Gold & Silver: Rebound or Reversal? Two Key Signals to Watch

After the sharp sell-off, the question weighing on many people right now is: can we buy the dip in gold and silver? If we do, are we looking at a short-term rebound—or a true reversal that resumes a longer-term uptrend?

Let me start with the conclusion. In my view, the current rise in gold and silver should be treated only as a short-term rebound. Before prices rebound beyond a certain level, we should be extremely cautious: assume there will still be a C-wave selloff, and when the rebound peaks and shows signs of turning down, try again to build short positions. If the market keeps rising and moves above the entry level for the short, then stop out immediately.

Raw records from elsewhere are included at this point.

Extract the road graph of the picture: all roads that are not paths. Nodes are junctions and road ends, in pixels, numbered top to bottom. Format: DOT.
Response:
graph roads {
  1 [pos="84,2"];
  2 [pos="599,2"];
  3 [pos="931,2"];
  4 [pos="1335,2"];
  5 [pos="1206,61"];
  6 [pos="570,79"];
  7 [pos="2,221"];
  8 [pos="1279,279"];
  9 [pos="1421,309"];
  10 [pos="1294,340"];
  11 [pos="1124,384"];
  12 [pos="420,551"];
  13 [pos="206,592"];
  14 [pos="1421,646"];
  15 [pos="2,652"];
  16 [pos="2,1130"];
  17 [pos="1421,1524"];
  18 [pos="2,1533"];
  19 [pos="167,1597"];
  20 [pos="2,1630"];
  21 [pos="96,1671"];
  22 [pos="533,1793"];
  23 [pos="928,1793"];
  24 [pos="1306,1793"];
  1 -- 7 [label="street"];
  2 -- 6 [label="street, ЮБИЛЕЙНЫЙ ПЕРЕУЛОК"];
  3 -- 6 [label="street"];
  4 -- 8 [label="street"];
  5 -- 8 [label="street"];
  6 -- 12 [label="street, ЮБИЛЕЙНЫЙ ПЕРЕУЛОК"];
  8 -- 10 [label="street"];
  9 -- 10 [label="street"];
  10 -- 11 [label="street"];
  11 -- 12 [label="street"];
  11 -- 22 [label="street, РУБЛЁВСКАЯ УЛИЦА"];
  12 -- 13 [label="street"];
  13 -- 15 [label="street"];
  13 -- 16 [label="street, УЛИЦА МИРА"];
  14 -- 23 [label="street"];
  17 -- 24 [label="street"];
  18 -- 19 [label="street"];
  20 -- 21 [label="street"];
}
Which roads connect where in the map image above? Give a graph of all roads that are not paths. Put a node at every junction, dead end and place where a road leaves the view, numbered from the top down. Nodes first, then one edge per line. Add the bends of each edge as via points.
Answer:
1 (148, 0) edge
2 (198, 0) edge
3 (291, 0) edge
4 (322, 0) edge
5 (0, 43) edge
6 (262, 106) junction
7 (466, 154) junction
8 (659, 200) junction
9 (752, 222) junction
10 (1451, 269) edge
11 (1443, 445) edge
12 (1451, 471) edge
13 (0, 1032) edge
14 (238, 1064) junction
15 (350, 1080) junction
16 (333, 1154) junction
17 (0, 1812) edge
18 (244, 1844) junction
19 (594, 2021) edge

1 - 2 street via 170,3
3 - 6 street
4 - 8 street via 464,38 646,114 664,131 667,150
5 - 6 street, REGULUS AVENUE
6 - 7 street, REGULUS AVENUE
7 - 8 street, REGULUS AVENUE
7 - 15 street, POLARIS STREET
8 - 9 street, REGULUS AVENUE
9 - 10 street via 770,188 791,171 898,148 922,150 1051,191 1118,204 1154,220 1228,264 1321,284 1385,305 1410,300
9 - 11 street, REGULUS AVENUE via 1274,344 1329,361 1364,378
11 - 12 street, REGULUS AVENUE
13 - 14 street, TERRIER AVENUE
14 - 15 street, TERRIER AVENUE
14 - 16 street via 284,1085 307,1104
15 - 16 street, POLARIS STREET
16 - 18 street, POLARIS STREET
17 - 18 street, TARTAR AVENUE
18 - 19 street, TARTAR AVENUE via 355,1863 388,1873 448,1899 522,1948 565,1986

In short, before the market forms a clear bottoming structure, and before the risk event of Wash taking over as Fed Chair is definitively settled, do not casually assume that gold and silver have already bottomed. Below are the strategy steps in detail.

First, from a technical perspective, the rebound in gold and silver should only be treated as a B-wave rebound, and then we assume there is still a C-wave selloff ahead.

Looking at gold, the current main continuous contract in COMEX gold futures shows a very clear picture of a phase-by-phase bottoming process, and the upward support level on the daily chart has played a very obvious role. Silver mainly follows gold’s fluctuations.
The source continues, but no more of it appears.